§ What the task requires: Leave every picture out and give back the lines below from the first through the line that holds "ring pip: (602, 311)", exactly as written.

§ Source material:

------------------------

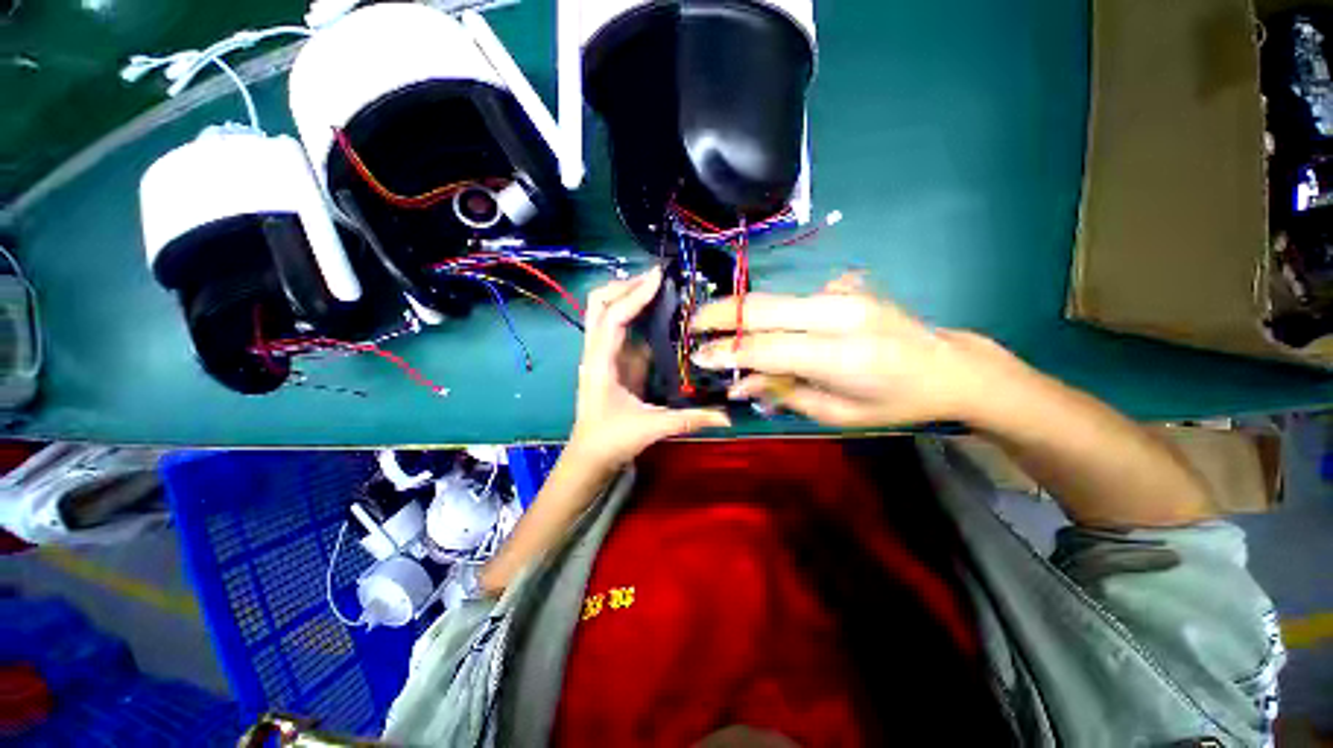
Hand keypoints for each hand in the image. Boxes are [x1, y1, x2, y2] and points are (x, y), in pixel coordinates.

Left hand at [567, 267, 730, 470]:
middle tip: (656, 279)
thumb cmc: (612, 441)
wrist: (589, 456)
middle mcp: (595, 352)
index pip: (613, 318)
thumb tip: (728, 417)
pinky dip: (631, 311)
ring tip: (656, 287)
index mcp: (601, 364)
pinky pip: (616, 325)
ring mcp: (600, 353)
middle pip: (598, 304)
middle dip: (624, 285)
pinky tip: (654, 311)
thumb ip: (690, 420)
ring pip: (602, 311)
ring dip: (625, 294)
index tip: (659, 277)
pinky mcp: (609, 359)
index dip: (635, 295)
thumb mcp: (651, 428)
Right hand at [690, 273, 1023, 427]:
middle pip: (763, 308)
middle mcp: (840, 314)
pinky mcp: (845, 286)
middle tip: (692, 324)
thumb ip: (783, 392)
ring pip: (773, 299)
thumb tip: (737, 382)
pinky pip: (792, 300)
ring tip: (713, 324)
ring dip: (738, 311)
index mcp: (842, 355)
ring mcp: (844, 293)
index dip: (727, 351)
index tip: (697, 355)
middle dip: (720, 315)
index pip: (766, 347)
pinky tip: (759, 327)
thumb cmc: (895, 403)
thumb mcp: (836, 412)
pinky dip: (767, 314)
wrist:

------------------------

§ Answer to this exercise:
Hand keypoints for each hand in the image. Boxes are [x1, y1, x2, y2] and points are (x, y), in pixel coordinates.

Left hand at [567, 267, 730, 470]:
middle tip: (656, 279)
thumb cmc: (612, 441)
wrist: (589, 456)
middle mcp: (595, 352)
index pip: (613, 318)
thumb tip: (728, 417)
pinky dip: (631, 311)
ring tip: (656, 287)
index mcp: (601, 364)
pinky pip: (616, 325)
ring mcp: (600, 353)
middle pip: (598, 304)
middle dip: (624, 285)
pinky tip: (654, 311)
thumb ip: (690, 420)
ring pip: (602, 311)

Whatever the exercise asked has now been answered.